Rather silly title, but that's true of many papers reusing this meme.

The abstract presents an alternative to wear leveling that they refer to as "capacity variance", also known as breaking compatibility with all previous filesystems, drivers, and bootloaders. Wear leveling has been a necessary evil, because without it flash storage simply would not be usable at all as hard drive replacements/successors. Nowadays some of the pieces are in place to allow software to interact with SSDs in a more natural fashion, but it still isn't possible to completely forego the FTL that emulates hard drive behavior.

Maybe:

① when we really need wear leveling because of previous filesystems, we should implement it as a kernel module instead of in the SSD firmware? Then we can debug the failures it causes, tune its performance to our use case, and tune the software running on top of it to perform well with its strengths and weaknesses. Compatibility with previous bootloaders isn't important because writing a bootloader for a given piece of hardware is a one-afternoon task.

② The nearly 3× increase in firesystem capacity the authors report might be worth a significant amount of software work?

③ Hard disks are so different from SSDs that we're probably paying much bigger penalties than that 3× for forcing SSDs to pretend to be hard disks?

To be concrete, hard disks are about eighty thousand times slower for random access than modern SDRAM: 8000 μs versus 0.1 μs. Their sequential transfer rate is maybe 250 megabytes per second, which means that the "bandwidth-delay product" is about 4 megabytes; if you're accessing data in chunks of less than 4 megabytes, you're wasting most of your disk's time seeking instead of transferring data. 25 years ago this number was about 256K.

A Samsung Evo 970 1TB SSD over NVMe PCIe3 can peak at 100k iops and 6.5 GB/s (personal communication) which works out to 64 kilobytes. I've heard that other SSDs commonly can sustain full read bandwidth down to 4KiB per I/O operation. But writes are an order of magnitude slower (100 μs instead of 10 μs) and erases are an order of magnitude slower than that (1000 μs instead of 100 μs). So, aside from the shitty endurances down in the mere hundreds of writes, even when you aren't breaking it, the SSD's performance characteristics are very, very different from a disk's.
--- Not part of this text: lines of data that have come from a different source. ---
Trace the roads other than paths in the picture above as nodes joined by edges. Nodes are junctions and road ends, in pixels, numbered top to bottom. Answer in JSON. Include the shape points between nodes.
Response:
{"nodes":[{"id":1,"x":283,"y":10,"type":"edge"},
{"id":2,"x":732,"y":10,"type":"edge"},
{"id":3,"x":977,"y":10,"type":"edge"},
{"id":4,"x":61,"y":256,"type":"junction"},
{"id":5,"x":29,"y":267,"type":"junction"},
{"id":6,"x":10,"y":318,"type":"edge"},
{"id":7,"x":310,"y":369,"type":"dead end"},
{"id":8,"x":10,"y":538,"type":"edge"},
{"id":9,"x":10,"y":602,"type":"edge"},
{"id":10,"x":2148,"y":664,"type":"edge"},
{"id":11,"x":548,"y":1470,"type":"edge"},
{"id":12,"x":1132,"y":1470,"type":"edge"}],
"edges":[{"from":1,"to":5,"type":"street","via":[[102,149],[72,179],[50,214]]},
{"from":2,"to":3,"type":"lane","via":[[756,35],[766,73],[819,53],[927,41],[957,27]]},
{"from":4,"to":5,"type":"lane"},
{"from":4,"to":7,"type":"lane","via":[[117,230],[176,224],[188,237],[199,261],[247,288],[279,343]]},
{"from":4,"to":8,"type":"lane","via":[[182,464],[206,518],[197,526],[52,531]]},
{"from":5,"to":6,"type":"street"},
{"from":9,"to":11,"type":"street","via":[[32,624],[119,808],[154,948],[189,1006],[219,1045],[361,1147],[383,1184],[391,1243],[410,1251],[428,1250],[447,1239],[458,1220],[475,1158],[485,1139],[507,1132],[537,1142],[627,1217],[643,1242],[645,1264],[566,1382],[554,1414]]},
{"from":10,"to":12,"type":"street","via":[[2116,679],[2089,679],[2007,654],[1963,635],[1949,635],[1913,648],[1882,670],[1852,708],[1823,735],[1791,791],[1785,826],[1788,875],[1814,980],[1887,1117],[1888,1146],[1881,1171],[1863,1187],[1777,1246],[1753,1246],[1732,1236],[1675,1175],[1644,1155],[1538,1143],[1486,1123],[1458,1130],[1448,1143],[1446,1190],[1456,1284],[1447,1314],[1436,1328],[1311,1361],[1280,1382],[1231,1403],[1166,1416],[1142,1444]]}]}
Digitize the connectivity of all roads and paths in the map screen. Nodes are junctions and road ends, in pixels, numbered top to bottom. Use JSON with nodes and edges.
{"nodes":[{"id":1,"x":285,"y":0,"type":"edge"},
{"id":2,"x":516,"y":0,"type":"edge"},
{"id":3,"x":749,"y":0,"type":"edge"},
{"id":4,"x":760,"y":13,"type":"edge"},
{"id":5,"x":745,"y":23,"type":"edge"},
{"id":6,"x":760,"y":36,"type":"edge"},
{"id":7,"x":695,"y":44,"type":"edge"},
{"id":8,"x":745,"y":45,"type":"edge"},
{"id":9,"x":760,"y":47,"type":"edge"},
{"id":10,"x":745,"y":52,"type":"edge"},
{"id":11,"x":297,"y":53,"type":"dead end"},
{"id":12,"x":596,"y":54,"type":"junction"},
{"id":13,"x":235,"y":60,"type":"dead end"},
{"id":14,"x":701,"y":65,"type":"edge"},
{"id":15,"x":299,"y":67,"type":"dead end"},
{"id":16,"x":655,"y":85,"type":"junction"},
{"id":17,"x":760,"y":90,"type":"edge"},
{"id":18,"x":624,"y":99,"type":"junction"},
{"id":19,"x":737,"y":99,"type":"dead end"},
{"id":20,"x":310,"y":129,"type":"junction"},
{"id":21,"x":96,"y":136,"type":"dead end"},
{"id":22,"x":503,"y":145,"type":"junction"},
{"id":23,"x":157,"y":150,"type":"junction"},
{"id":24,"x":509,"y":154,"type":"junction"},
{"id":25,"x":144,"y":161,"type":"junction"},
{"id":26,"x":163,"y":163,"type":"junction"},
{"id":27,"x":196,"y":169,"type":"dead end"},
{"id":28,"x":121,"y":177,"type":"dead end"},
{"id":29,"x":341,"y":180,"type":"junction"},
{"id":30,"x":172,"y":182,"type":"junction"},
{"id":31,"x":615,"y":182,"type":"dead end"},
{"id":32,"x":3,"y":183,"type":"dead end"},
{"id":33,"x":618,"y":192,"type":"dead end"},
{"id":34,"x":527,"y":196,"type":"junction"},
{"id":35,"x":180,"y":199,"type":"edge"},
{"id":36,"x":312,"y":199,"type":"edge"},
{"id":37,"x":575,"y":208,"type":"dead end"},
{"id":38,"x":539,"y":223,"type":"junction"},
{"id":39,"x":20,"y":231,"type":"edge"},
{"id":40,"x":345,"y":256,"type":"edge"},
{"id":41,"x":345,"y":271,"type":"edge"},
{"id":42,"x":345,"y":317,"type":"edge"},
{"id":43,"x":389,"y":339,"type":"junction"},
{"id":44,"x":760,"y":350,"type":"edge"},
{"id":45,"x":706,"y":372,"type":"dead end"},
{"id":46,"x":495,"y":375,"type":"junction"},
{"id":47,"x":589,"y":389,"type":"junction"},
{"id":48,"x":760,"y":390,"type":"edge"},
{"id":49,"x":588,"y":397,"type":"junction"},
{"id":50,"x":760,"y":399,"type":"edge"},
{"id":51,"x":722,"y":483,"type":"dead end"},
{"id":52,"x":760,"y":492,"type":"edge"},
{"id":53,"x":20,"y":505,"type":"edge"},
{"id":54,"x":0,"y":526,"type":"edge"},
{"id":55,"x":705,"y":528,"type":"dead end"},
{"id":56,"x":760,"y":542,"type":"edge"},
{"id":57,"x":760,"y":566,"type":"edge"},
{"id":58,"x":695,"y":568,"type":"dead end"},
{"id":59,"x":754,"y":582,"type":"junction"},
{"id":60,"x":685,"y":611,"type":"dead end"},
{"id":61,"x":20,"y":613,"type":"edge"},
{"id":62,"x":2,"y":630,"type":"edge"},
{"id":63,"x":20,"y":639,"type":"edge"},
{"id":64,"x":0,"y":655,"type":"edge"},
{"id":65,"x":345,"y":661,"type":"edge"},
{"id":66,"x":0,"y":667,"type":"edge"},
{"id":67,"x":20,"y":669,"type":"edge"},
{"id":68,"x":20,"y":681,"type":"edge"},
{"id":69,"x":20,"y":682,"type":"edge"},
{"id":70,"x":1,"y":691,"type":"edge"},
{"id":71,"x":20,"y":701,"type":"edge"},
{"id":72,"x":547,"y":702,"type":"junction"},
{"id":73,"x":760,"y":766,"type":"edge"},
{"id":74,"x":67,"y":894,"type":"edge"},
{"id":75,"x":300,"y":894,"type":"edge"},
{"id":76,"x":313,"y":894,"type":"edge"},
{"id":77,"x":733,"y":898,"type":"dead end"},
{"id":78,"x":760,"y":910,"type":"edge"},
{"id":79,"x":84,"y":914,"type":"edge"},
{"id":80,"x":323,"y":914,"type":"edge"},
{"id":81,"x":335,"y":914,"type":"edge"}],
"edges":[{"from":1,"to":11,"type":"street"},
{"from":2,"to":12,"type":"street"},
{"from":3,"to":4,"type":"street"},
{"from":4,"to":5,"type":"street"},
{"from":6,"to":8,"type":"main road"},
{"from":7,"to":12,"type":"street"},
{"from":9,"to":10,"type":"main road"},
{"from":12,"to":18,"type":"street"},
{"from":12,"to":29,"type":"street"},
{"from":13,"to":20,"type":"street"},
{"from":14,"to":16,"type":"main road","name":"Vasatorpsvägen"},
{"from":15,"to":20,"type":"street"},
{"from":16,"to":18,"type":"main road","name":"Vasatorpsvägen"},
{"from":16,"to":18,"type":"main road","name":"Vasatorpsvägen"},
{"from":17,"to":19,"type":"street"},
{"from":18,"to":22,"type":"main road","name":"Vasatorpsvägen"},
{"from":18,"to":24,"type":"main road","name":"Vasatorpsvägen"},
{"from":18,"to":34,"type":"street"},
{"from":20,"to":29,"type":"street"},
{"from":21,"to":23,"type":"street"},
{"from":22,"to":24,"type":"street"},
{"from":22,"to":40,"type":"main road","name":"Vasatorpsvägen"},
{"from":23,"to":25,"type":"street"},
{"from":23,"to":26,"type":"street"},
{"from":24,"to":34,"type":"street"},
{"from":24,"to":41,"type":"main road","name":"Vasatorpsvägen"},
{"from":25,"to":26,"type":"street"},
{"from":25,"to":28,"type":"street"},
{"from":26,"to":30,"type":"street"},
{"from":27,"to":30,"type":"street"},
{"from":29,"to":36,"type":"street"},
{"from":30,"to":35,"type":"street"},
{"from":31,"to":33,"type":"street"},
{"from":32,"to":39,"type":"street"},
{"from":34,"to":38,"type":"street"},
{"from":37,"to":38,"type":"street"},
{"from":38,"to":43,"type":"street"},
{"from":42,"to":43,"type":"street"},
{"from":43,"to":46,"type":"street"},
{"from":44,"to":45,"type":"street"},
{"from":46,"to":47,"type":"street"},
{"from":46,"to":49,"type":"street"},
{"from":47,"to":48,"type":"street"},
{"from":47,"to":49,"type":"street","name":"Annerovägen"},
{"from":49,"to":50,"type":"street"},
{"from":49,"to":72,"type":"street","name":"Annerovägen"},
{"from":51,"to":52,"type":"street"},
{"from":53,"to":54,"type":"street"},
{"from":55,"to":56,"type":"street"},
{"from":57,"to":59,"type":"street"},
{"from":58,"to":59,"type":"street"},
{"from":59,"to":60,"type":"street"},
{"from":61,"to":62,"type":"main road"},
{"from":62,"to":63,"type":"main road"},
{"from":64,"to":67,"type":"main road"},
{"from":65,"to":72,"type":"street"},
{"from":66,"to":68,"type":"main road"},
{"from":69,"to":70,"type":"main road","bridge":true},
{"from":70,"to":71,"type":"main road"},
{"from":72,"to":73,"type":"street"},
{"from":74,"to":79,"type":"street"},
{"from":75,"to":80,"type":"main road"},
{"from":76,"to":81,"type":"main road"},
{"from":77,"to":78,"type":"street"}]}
If you drive it with systems software designed for a disk, you're probably wasting most of its power.

For example:

ⓐ because the absolute bandwidth to memory is on the order of 10% of memcpy bandwidth, and 30× the bandwidth from a disk, lots of architectural choices that prefer caching stuff in RAM pay off much more poorly with an SSD (possibly worsening performance rather than improving it), and architectural choices that put one or more memcpys on the data path cost proportionally much more.

ⓑ because the "bandwidth-delay product" is 60–1000 times smaller, many design tradeoffs made to reduce random seeks on disks are probably a bad deal. At the very least you want to reduce the size of your B-tree nodes.

ⓒ because writes are so much more expensive than reads, design tradeoffs that increase writes in order to reduce reads (for example, to sort nearby records together in a database, or defrag your disk) are very often a bad deal on SSDs.

ⓓ because erases (which affect large contiguous areas in order to get acceptable performance) are so much more expensive than reads or writes, sequential writes are enormously cheaper than random writes, but in a different way than on disks. SMR has a similar kind of issue.

ⓔ we have the ridiculous situation described in the paper where the SSD wastes 65% of its storage capacity in order to perpetuate the illusion that it's just a really fast disk. 65%! (If the simulator they used is correct.)

Where / how did you get those spiffy enumerators?

http://canonical.org/~kragen/setting-up-keyboard maps my right Alt to Compose, and https://github.com/kragen/xcompose maps Compose ( 1 ) to ①, etc.